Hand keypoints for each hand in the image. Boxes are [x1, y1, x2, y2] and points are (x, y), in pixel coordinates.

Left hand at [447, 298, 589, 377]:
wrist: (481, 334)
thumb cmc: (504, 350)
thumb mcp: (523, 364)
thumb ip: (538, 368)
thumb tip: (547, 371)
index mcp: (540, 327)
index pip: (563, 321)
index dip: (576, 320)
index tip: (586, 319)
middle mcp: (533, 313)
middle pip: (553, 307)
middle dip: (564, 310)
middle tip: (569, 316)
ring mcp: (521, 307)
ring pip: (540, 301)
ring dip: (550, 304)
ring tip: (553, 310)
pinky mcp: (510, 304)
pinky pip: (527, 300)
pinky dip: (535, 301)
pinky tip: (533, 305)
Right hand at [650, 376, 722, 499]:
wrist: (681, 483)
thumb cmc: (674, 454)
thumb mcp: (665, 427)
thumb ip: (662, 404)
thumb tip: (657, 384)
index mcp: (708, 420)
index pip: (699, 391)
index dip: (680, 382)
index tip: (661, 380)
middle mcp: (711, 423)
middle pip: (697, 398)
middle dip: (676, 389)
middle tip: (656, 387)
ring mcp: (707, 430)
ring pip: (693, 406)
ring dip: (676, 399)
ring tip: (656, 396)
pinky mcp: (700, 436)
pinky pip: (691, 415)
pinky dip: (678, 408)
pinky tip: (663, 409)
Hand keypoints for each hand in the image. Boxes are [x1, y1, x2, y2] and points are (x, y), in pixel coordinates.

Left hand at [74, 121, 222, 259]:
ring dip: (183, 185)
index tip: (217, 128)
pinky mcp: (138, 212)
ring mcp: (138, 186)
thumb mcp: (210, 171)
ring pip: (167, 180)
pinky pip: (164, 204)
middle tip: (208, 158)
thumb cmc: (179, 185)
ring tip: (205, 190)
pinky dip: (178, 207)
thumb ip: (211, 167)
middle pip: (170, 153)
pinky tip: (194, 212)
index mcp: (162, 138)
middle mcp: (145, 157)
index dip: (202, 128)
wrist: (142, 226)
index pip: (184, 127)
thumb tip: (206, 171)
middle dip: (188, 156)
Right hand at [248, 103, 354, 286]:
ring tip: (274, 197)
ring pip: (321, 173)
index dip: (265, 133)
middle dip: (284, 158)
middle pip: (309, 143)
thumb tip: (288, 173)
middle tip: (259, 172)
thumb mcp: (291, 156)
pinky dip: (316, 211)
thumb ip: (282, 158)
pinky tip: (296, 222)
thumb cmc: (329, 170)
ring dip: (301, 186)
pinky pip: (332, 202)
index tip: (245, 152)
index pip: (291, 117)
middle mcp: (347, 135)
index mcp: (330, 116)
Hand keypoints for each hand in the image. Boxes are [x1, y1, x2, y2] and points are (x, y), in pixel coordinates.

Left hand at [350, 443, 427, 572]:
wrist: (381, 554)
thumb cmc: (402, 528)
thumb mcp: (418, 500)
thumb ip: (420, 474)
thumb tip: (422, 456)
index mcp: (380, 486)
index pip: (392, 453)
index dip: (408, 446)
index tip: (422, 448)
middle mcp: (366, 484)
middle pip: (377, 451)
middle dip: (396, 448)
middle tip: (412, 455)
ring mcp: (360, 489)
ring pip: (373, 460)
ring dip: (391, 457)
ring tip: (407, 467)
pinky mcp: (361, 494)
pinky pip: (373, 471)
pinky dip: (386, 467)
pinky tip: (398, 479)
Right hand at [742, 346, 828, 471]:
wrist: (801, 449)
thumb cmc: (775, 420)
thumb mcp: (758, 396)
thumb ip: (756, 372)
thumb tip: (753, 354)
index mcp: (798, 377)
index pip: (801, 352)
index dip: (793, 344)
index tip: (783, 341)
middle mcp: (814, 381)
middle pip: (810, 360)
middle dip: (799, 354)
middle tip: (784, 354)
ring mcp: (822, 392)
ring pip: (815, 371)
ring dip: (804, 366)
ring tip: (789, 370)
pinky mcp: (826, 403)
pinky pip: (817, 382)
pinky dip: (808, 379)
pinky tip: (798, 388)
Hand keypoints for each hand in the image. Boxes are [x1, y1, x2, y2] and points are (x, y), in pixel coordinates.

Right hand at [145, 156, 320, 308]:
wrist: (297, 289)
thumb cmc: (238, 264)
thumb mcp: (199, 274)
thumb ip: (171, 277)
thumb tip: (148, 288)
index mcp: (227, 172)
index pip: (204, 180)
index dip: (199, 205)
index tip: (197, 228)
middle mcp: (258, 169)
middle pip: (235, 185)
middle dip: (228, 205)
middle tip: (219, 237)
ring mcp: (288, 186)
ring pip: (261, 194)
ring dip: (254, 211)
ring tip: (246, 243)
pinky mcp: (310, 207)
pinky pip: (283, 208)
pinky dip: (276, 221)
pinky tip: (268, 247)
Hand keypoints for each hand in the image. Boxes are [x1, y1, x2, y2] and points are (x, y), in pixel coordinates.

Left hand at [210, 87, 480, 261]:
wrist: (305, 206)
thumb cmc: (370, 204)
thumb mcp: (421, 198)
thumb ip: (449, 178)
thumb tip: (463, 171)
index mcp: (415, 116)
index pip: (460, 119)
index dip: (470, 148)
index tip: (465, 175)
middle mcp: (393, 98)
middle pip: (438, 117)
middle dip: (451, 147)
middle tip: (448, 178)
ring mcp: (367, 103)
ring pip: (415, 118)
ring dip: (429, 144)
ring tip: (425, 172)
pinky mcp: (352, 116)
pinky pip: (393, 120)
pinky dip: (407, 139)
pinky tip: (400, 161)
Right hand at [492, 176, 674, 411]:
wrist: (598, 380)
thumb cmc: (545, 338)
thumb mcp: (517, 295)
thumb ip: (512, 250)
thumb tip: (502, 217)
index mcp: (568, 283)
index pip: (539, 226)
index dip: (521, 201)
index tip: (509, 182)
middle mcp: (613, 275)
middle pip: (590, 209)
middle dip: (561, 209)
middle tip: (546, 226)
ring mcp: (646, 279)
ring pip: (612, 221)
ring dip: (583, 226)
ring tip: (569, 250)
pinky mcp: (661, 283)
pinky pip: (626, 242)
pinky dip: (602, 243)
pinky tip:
━━━━━━
Work order
Your answer should be all of the records, transcribed exactly.

Written solution
Hand keypoints for each hand in the image. Boxes are [x1, y1, x2, y2] and points are (x, y), in pixel coordinates.

Left hand at [447, 298, 589, 377]:
wrist: (481, 334)
thumb cmc: (504, 350)
thumb mcp: (523, 364)
thumb ip: (538, 368)
thumb tip: (547, 371)
index mcp: (540, 327)
index pip: (563, 321)
index dip: (576, 320)
index tip: (586, 319)
middle mcp: (533, 313)
middle pip: (553, 307)
middle dip: (564, 310)
middle tip: (569, 316)
ring mcp: (521, 307)
ring pip: (540, 301)
ring dip: (550, 304)
ring tip: (553, 310)
pinky mcp: (510, 304)
pinky pip: (527, 300)
pinky dip: (535, 301)
pinky tip: (533, 305)
Right hand at [650, 376, 722, 499]:
wrist: (681, 483)
thumb cmc: (674, 454)
thumb mcp: (665, 427)
thumb ip: (662, 404)
thumb tip: (657, 384)
index mcp: (708, 420)
index pip: (699, 391)
index dip: (680, 382)
index tip: (661, 380)
middle mcp: (711, 423)
middle pip: (697, 398)
middle dip: (676, 389)
middle tip: (656, 387)
ring mcp: (707, 430)
ring pip: (693, 406)
ring dip: (676, 399)
ring tip: (656, 396)
pinky mcp: (700, 436)
pinky pip: (691, 415)
pinky dip: (678, 408)
pinky tip: (663, 409)
Hand keypoints for each hand in the image. Boxes are [x1, y1, x2, y2] and points are (x, y), in pixel coordinates.

Left hand at [74, 121, 222, 259]:
ring dip: (183, 185)
index tip: (217, 128)
pinky mcp: (138, 212)
ring mcp: (138, 186)
thumb mcp: (210, 171)
ring pip: (167, 180)
pinky pip: (164, 204)
middle tip: (208, 158)
thumb cmc: (179, 185)
ring tip: (205, 190)
pinky dip: (178, 207)
thumb ip: (211, 167)
middle pip: (170, 153)
pinky tip: (194, 212)
index mcp: (162, 138)
middle mcp: (145, 157)
index dip: (202, 128)
wrist: (142, 226)
index pip: (184, 127)
thumb tip: (206, 171)
middle dip: (188, 156)
Right hand at [248, 103, 354, 286]:
ring tip: (274, 197)
ring pip: (321, 173)
index dip: (265, 133)
middle dip: (284, 158)
middle pip: (309, 143)
thumb tip: (288, 173)
middle tip: (259, 172)
thumb mcp: (291, 156)
pinky dip: (316, 211)
thumb ip: (282, 158)
pinky tip: (296, 222)
thumb cmc: (329, 170)
ring dip: (301, 186)
pinky pip: (332, 202)
index tip: (245, 152)
index pip: (291, 117)
middle mcp: (347, 135)
index mcp: (330, 116)
Hand keypoints for each hand in the image. Boxes are [x1, y1, x2, y2] and points are (x, y), in pixel coordinates.

Left hand at [350, 443, 427, 572]:
wrist: (381, 554)
thumb cmc: (402, 528)
thumb mcp: (418, 500)
thumb ip: (420, 474)
thumb tip: (422, 456)
index mcp: (380, 486)
index pip: (392, 453)
index dip: (408, 446)
index tip: (422, 448)
middle mcp: (366, 484)
middle pip: (377, 451)
middle dip: (396, 448)
middle tip: (412, 455)
ring mcp: (360, 489)
ring pip: (373, 460)
ring dip: (391, 457)
ring tip: (407, 467)
pinky mcp: (361, 494)
pinky pip: (373, 471)
pinky dip: (386, 467)
pinky tip: (398, 479)
Right hand at [742, 346, 828, 471]:
wrist: (801, 449)
thumb cmc: (775, 420)
thumb mcp: (758, 396)
thumb ip: (756, 372)
thumb tip: (753, 354)
index mcp: (798, 377)
index pip: (801, 352)
index dip: (793, 344)
index tip: (783, 341)
middle mcp: (814, 381)
middle pip: (810, 360)
middle dip: (799, 354)
middle tip: (784, 354)
ring mcp: (822, 392)
ring pip: (815, 371)
ring dip: (804, 366)
ring tip: (789, 370)
pinky mcp: (826, 403)
pinky pip: (817, 382)
pinky dip: (808, 379)
pinky tip: (798, 388)
Hand keypoints for each hand in the image. Boxes are [x1, y1, x2, y2] and points are (x, y), in pixel coordinates.

Right hand at [145, 156, 320, 308]:
wrist: (297, 289)
thumb cmc: (238, 264)
thumb mcp: (199, 274)
thumb ip: (171, 277)
thumb tip: (148, 288)
index mcp: (227, 172)
index pip: (204, 180)
index dip: (199, 205)
index tip: (197, 228)
middle mcp: (258, 169)
middle pip: (235, 185)
middle dip: (228, 205)
middle tip: (219, 237)
ring mcp: (288, 186)
ring pip: (261, 194)
ring dip: (254, 211)
ring tip: (246, 243)
pinky mcp: (310, 207)
pinky pip: (283, 208)
pinky dip: (276, 221)
pinky tip: (268, 247)
Hand keypoints for each hand in the image. Boxes are [x1, y1, x2, y2] and points are (x, y), in pixel coordinates.

Left hand at [210, 87, 480, 261]:
wrist: (305, 206)
thumb cmc: (370, 204)
thumb mcp: (421, 198)
thumb ip: (449, 178)
thumb tip: (463, 171)
index mcp: (415, 116)
index pip: (460, 119)
index dip: (470, 148)
index tip: (465, 175)
middle mcp: (393, 98)
middle pip: (438, 117)
middle dip: (451, 147)
middle tip: (448, 178)
ring mcp: (367, 103)
ring pip: (415, 118)
ring dip: (429, 144)
ring tip: (425, 172)
pinky mcp: (352, 116)
pinky pip: (393, 120)
pinky dip: (407, 139)
pinky tip: (400, 161)
Right hand at [492, 176, 674, 411]:
wrist: (598, 380)
thumb cmc: (545, 338)
thumb mcp: (517, 295)
thumb ip: (512, 250)
thumb tip: (502, 217)
index mcp: (568, 283)
index pip: (539, 226)
index dip: (521, 201)
index tip: (509, 182)
middle mcp: (613, 275)
middle pip: (590, 209)
middle dip: (561, 209)
middle tip: (546, 226)
ring mcp: (646, 279)
ring pip: (612, 221)
ring dip: (583, 226)
ring tip: (569, 250)
pinky mcp: (661, 283)
pinky pip: (626, 242)
pinky dip: (602, 243)
pinky tip:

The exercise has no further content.